One way of determining the positions of multi-directional image capture apparatuses 10 is to use Global Positioning System (GPS) localization. However, GPS only provides position information and does not provide orientation information. One way of determining orientation information is to obtain the orientation information from magnetometers and accelerometers installed in the multi-directional image capture apparatuses 10. However, such instruments may be susceptible to local disturbance (e.g. magnetometers may be disturbed by a local magnetic field), so the accuracy of orientation information obtained in this way is not necessarily very high.

Another way of performing camera pose registration is to use a computer vision method. For example, position and orientation information can be obtained by performing structure from motion (SfM) analysis on images captured by a multi-directional image capture apparatus 10. Broadly speaking, SfM works by determining point correspondences between images (also known as feature matching) and calculating location and orientation based on the determined point correspondences. However, when used on images captured by multiple multi-directional image capture apparatuses 10, SfM analysis may be unreliable due to unreliable determination of point correspondences between images.

A computer vision method for performing camera pose registration which may address some or all of the challenges mentioned above will now be described.

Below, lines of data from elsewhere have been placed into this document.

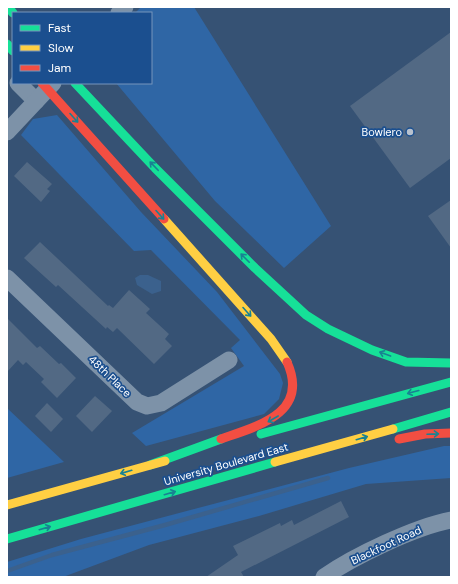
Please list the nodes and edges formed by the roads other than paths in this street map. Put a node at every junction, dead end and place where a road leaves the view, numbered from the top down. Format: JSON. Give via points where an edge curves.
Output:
{"nodes":[{"id":1,"x":19,"y":84,"type":"edge"},
{"id":2,"x":76,"y":84,"type":"edge"},
{"id":3,"x":48,"y":85,"type":"edge"},
{"id":4,"x":36,"y":101,"type":"junction"},
{"id":5,"x":7,"y":132,"type":"edge"},
{"id":6,"x":7,"y":278,"type":"edge"},
{"id":7,"x":229,"y":360,"type":"dead end"},
{"id":8,"x":451,"y":363,"type":"edge"},
{"id":9,"x":451,"y":382,"type":"edge"},
{"id":10,"x":451,"y":412,"type":"edge"},
{"id":11,"x":451,"y":434,"type":"edge"},
{"id":12,"x":270,"y":464,"type":"junction"},
{"id":13,"x":150,"y":465,"type":"junction"},
{"id":14,"x":7,"y":505,"type":"edge"},
{"id":15,"x":451,"y":520,"type":"edge"},
{"id":16,"x":7,"y":539,"type":"edge"},
{"id":17,"x":324,"y":577,"type":"edge"}],
"edges":[{"from":1,"to":4,"type":"street"},
{"from":8,"to":2,"type":"main road","one_way":true,"via":[[406,362],[372,350],[306,315],[155,168]]},
{"from":3,"to":4,"type":"street"},
{"from":3,"to":13,"type":"main road","one_way":true,"via":[[271,339],[288,363],[293,386],[289,402],[280,414],[243,432]]},
{"from":4,"to":5,"type":"street"},
{"from":6,"to":7,"type":"street","name":"48th Place","via":[[137,402],[147,406],[161,403]]},
{"from":9,"to":13,"type":"main road","name":"University Boulevard East","one_way":true},
{"from":12,"to":10,"type":"main road","name":"University Boulevard East","one_way":true},
{"from":12,"to":11,"type":"main road","one_way":true,"via":[[425,434]]},
{"from":16,"to":12,"type":"main road","name":"University Boulevard East","one_way":true},
{"from":13,"to":14,"type":"main road","name":"University Boulevard East","one_way":true},
{"from":15,"to":17,"type":"street","name":"Blackfoot Road","via":[[431,524],[378,548]]}]}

Figure 2 illustrates one of the plurality of multi-directional image capture apparatuses 10 of Figure l. A camera n of the multi-directional image capture apparatus 10 may capture a first image 21. The first image 21 may be an image of a scene within the field of view 20 of the camera 11. In some examples, the lens of the camera 11 may be a fish-eye lens and so the first image 21 may be a fish-eye image (in which the camera field of view is enlarged). However, the method described herein may be applicable for use with lenses and resulting images of other types. More specifically, the camera pose registration method described herein may also be applicable to images captured by a camera with a hyperbolic mirror in which the camera optical centre coincides with the focus of the hyperbola and images captured by a camera with a parabolic mirror and an orthographic lens in which all reflected rays are parallel to the mirror axis and the orthographic lens is used to provide a focused image.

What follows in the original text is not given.